◆ **DATA FOR THIS TASK**
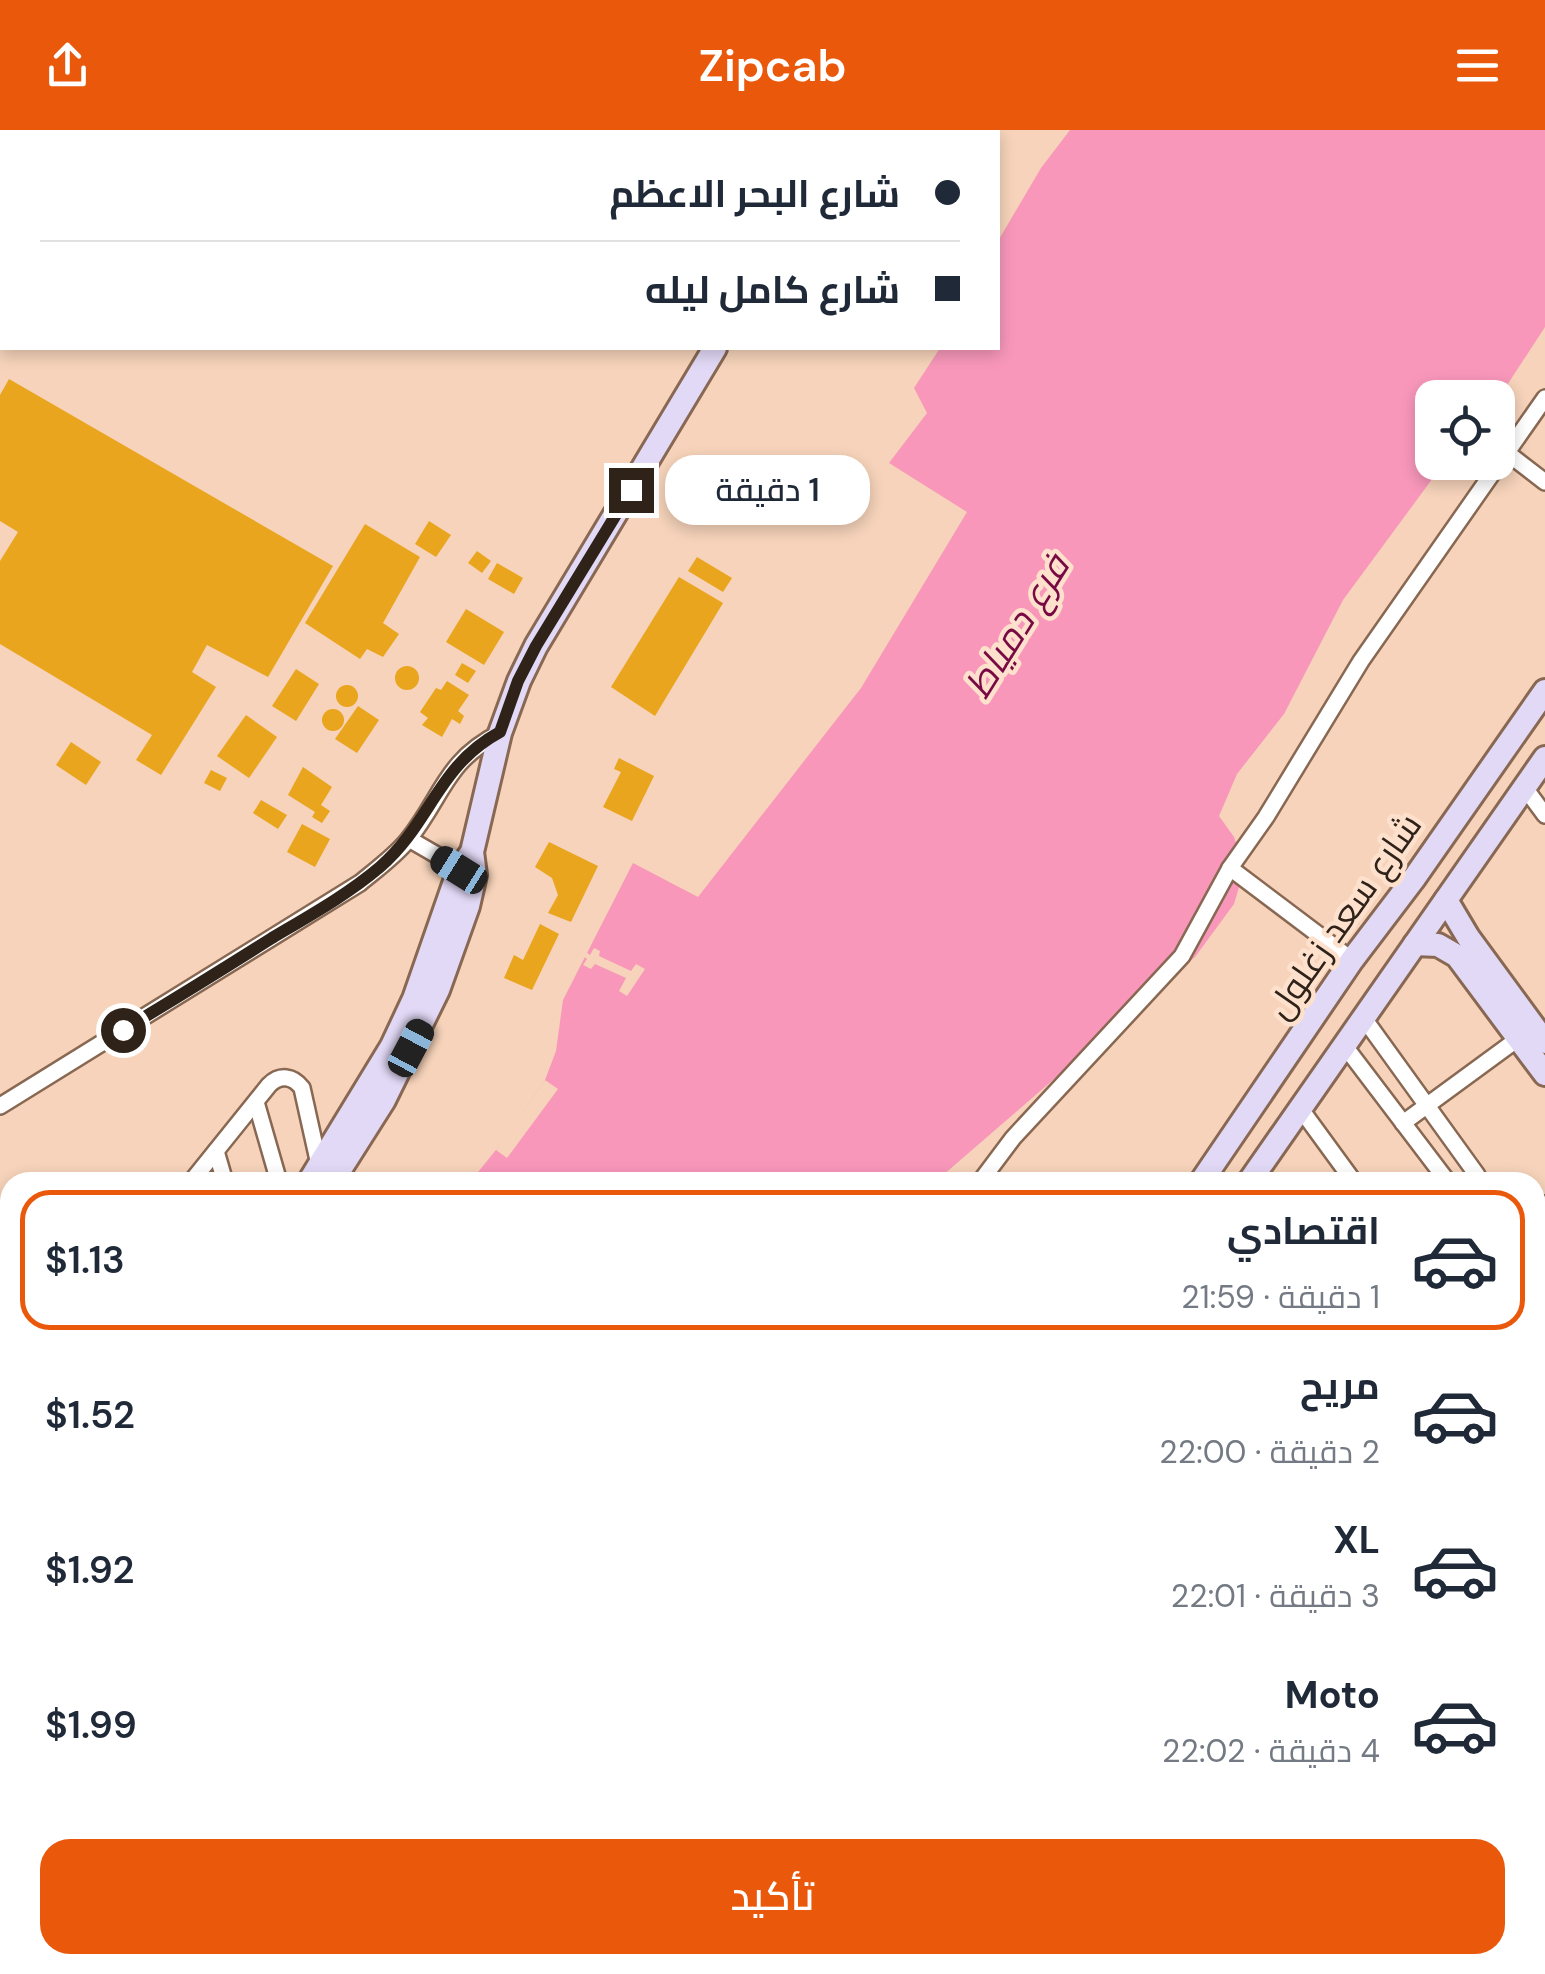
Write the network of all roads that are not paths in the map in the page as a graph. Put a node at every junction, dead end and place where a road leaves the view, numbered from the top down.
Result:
1 (714, 350) edge
2 (1545, 398) edge
3 (1515, 440) edge
4 (1515, 459) edge
5 (1487, 480) edge
6 (1545, 482) edge
7 (1545, 691) edge
8 (500, 732) junction
9 (1545, 758) edge
10 (1525, 788) junction
11 (1545, 815) edge
12 (409, 838) junction
13 (469, 866) junction
14 (1230, 868) junction
15 (1446, 900) junction
16 (1415, 944) junction
17 (1352, 960) junction
18 (1364, 1017) junction
19 (1518, 1038) junction
20 (1545, 1042) edge
21 (1344, 1046) junction
22 (1545, 1074) edge
23 (256, 1102) junction
24 (1428, 1105) junction
25 (0, 1106) edge
26 (1300, 1108) junction
27 (1404, 1123) junction
28 (216, 1151) junction
29 (199, 1172) edge
30 (221, 1172) edge
31 (275, 1172) edge
32 (320, 1172) edge
33 (326, 1172) edge
34 (988, 1172) edge
35 (1208, 1172) edge
36 (1256, 1172) edge
37 (1347, 1172) edge
38 (1441, 1172) edge
39 (1476, 1172) edge

1 - 8 main road
2 - 3 street
4 - 6 street
5 - 14 street
7 - 17 main road, شارع سعد زغلول
8 - 12 street
8 - 13 main road
9 - 10 main road
10 - 11 street
10 - 15 main road
12 - 13 street
12 - 25 street
13 - 33 main road
14 - 17 street
14 - 34 street
15 - 16 main road
15 - 20 main road
16 - 18 main road
16 - 19 main road
17 - 35 main road, شارع سعد زغلول
18 - 21 main road
18 - 24 street
19 - 22 main road
19 - 24 street
21 - 26 main road
21 - 27 street
23 - 28 street
23 - 31 street
23 - 32 street
24 - 27 street
24 - 39 street
26 - 36 main road
26 - 37 street
27 - 38 street
28 - 29 street
28 - 30 street

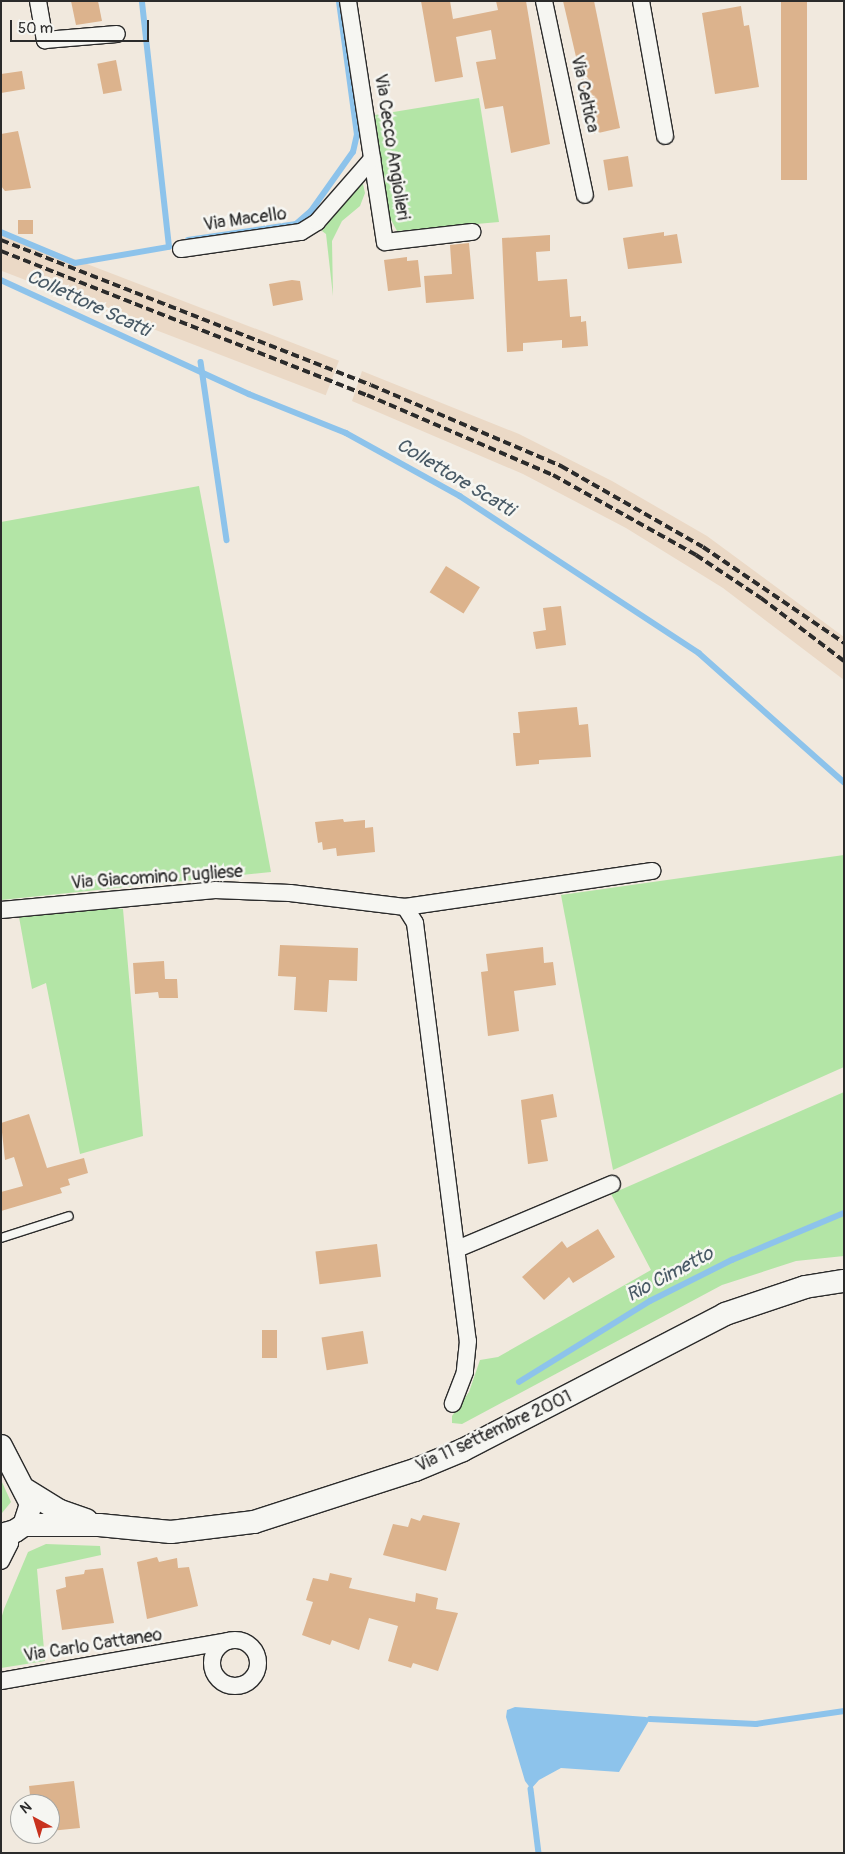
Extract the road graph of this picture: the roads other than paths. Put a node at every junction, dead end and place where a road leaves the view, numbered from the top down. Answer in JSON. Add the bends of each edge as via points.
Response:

◆ **PROBLEM DETAILS**
Retype each entry precisely. Skip images entirely.

◆ **EXERCISE RESULT**
Write the network of all roads that are not paths in the map in the page as a graph. Put a node at every junction, dead end and place where a road leaves the view, numbered from the top down.
Result:
1 (714, 350) edge
2 (1545, 398) edge
3 (1515, 440) edge
4 (1515, 459) edge
5 (1487, 480) edge
6 (1545, 482) edge
7 (1545, 691) edge
8 (500, 732) junction
9 (1545, 758) edge
10 (1525, 788) junction
11 (1545, 815) edge
12 (409, 838) junction
13 (469, 866) junction
14 (1230, 868) junction
15 (1446, 900) junction
16 (1415, 944) junction
17 (1352, 960) junction
18 (1364, 1017) junction
19 (1518, 1038) junction
20 (1545, 1042) edge
21 (1344, 1046) junction
22 (1545, 1074) edge
23 (256, 1102) junction
24 (1428, 1105) junction
25 (0, 1106) edge
26 (1300, 1108) junction
27 (1404, 1123) junction
28 (216, 1151) junction
29 (199, 1172) edge
30 (221, 1172) edge
31 (275, 1172) edge
32 (320, 1172) edge
33 (326, 1172) edge
34 (988, 1172) edge
35 (1208, 1172) edge
36 (1256, 1172) edge
37 (1347, 1172) edge
38 (1441, 1172) edge
39 (1476, 1172) edge

1 - 8 main road
2 - 3 street
4 - 6 street
5 - 14 street
7 - 17 main road, شارع سعد زغلول
8 - 12 street
8 - 13 main road
9 - 10 main road
10 - 11 street
10 - 15 main road
12 - 13 street
12 - 25 street
13 - 33 main road
14 - 17 street
14 - 34 street
15 - 16 main road
15 - 20 main road
16 - 18 main road
16 - 19 main road
17 - 35 main road, شارع سعد زغلول
18 - 21 main road
18 - 24 street
19 - 22 main road
19 - 24 street
21 - 26 main road
21 - 27 street
23 - 28 street
23 - 31 street
23 - 32 street
24 - 27 street
24 - 39 street
26 - 36 main road
26 - 37 street
27 - 38 street
28 - 29 street
28 - 30 street

Extract the road graph of this picture: the roads other than paths. Put a node at every junction, dead end and place where a road leaves the view, numbered from the top down. Answer in JSON. Add the bends of each edge as via points.
Response:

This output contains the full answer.